The Best Way To Prevent A Binge: 5 tips to keep eating in check
Hand glued to your snack stash? It might be time to make over your morning meal, finds a recent study in the American Journal of Clinical Nutrition.
Researchers from the University of Missouri tested the breakfast habits of 20 overweight teenage girls, having them consume either a normal amount of protein through cereal (13 grams of protein), a high-protein breakfast of eggs and beef (35 g), or no breakfast at all for six days. On day seven, the girls took part in a 10-hour testing day, that included an all-you-can-eat dinner of microwaveable pizza pockets, as well as an unlimited evening snack of foods such as cookies, cakes, apple slices, and yogurt.
The results? After the breakfast skippers, the high-protein breakfast group consumed fewer calories per day than the normal-protein group. What’s more is that when it came to snacking, the high-protein group indulged a bit less than their normal-protein counterparts. (And before you think, “Aha! Skipping breakfast leads to fewer calories,” keep in mind that a slew of studies show that not having breakfast leads to overeating later in the day—plus, the girls in this study snacked more than high-protein eaters on the last day of the study.)

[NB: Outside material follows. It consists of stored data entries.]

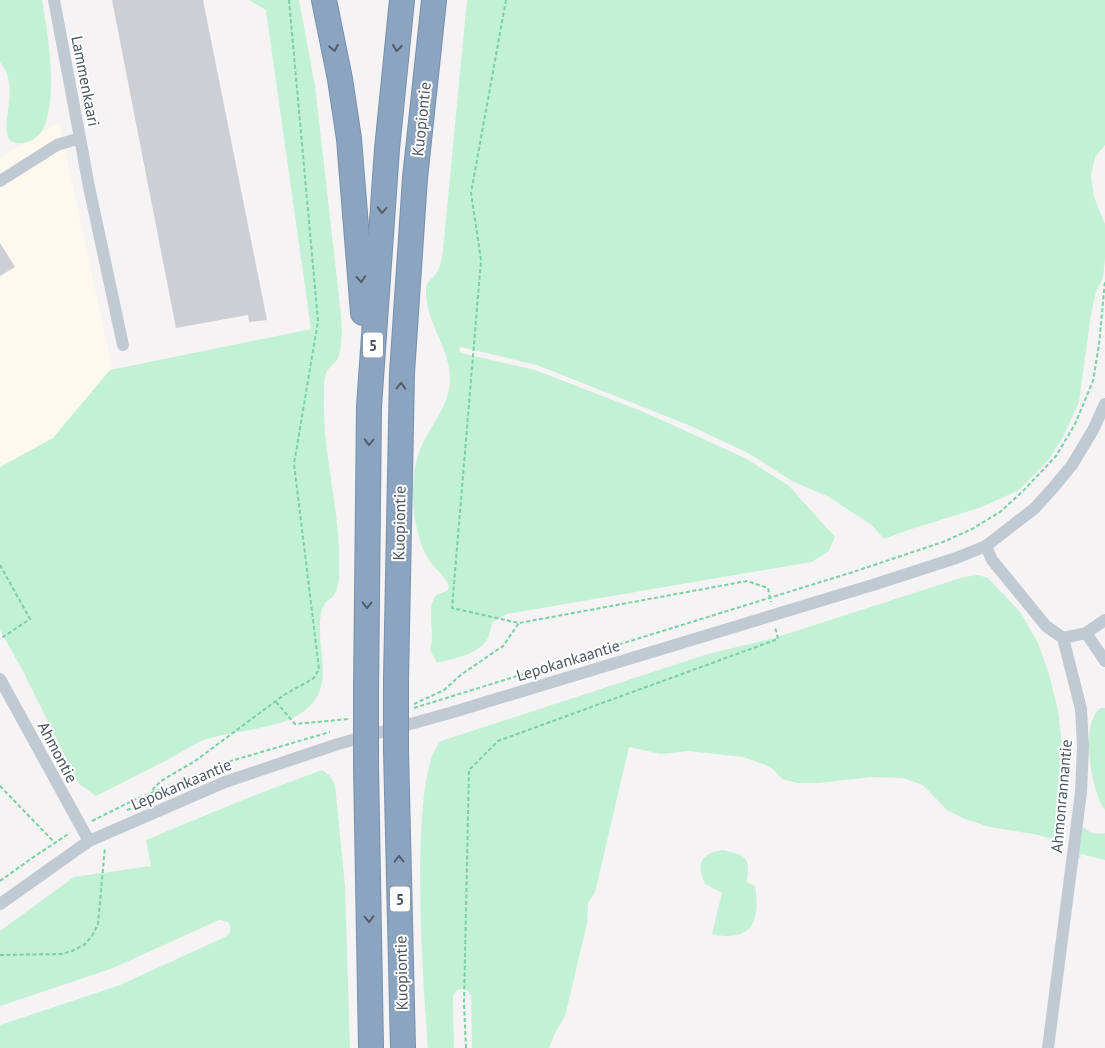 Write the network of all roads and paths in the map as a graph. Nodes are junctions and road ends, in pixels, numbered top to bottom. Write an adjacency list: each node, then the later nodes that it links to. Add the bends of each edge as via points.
1 (54, 0): 7 (street, Lammenkaari)
2 (289, 0): 27 (path, via 318,321 294,464 318,669 314,678 284,694 245,725 161,781)
3 (324, 0): 12 (highway, one-way to 12, via 350,139)
4 (402, 0): 12 (highway, Kuopiontie / 5, one-way to 12, via 387,149)
5 (434, 0): 37 (highway, Kuopiontie / 5, one-way to 5, bridge, via 396,750 402,373 415,178)
6 (506, 0): 16 (path, via 471,193 481,260 452,608 519,624 747,582 768,588)
7 (80, 138): 8 (street, Lammenkaari, via 57,146); 10 (street)
8 (0, 181)
9 (1105, 281): 16 (path, via 1093,381 1075,424 1056,456 1023,491 1000,512 943,542)
10 (123, 345)
11 (1105, 404): 13 (street, Lepokankaantie)
12 (369, 406): 36 (highway, Kuopiontie / 5, one-way to 36, bridge, via 366,765)
13 (1102, 419): 14 (street, Lepokankaantie, via 1072,465 1035,508)
14 (986, 546): 17 (street, Lepokankaantie); 20 (street, via 992,560 1046,626)
15 (0, 565): 21 (path, via 30,619)
16 (770, 598): 17 (path); 24 (path)
17 (773, 615): 30 (street, Lepokankaantie, via 328,748 225,782); 38 (path, via 778,639 498,741 469,770)
18 (1105, 620): 19 (street)
19 (1086, 634): 20 (street); 22 (street)
20 (1063, 638): 39 (street, Ahmonrannantie, via 1081,709 1084,746)
21 (0, 639)
22 (1105, 660)
23 (0, 679): 29 (street, Ahmontie)
24 (411, 709)
25 (336, 731): 27 (path, via 224,764)
26 (0, 786): 32 (path)
27 (152, 792): 28 (path, via 142,806); 29 (path)
28 (124, 811)
29 (80, 827): 31 (street, Ahmontie); 32 (path)
30 (108, 832): 31 (street, Lepokankaantie); 35 (path, via 98,924 84,945 61,954)
31 (89, 841): 34 (street, Lepokankaantie)
32 (55, 843): 33 (path)
33 (0, 882)
34 (0, 904)
35 (0, 955)
36 (371, 1048)
37 (403, 1048)
38 (466, 1048)
39 (1048, 1048)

So does this mean you should start more of your mornings with a steak and some eggs? Not exactly. “Splitting up the protein throughout the day allows us to mix in protein with our other meals and snacks, which helps to keep us full—it’s the combination of protein, fiber, fat, and water that keeps us satiated,” says Michelle Davenport, PhD, a nutritionist in San Francisco. For women ages 19 to 70, the daily recommended amount of protein is 45 g. “If you were to have equal amounts of protein for breakfast, lunch, and dinner, then this is about 15 g of protein for breakfast,” she says. That’s about half a cup of Greek yogurt, topped with berries or nuts; a veggie-filled omelet; a kale smoothie; and cooked quinoa.
Davenport’s favorite high-protein breakfast? Vanilla oatmeal crème. “This breakfast is one that all my clients love,” she says. To make: Whisk together 1/2 a cup of milk (4 g protein), 1/2 cup rolled oats (5 g protein), and 1 whole egg (6 g protein) with a splash of vanilla extract or some real vanilla beans and cook over medium heat. Top with berries, fruit, or some chopped nuts for added protein.
Starting with a high-protein breakfast is a start; here are four more steps to help you prevent a late-day binge:
- Drink up. Shoot for 8 to 9 glasses of water per day, or more if you’re active, suggests Davenport.
- Fill up on fiber.This is another important component to feeling full, says Davenport. Plus, researchers at the University of Leeds recently found that upping your fiber intake can lower your risk for stroke. Get it from fruits, veggies, beans, and pistachios.
- Don’t avoid fat.Healthy fats, like those found in avocados and salmon, slow digestion to help you feel fuller longer, says Davenport.
- Have healthy snacks on hand.Always carry some healthy snacks like fruits, nuts, or high-protein yogurt so that you don’t end up waiting to eat until you’re starving—and noshing on everything in sight, Davenport says.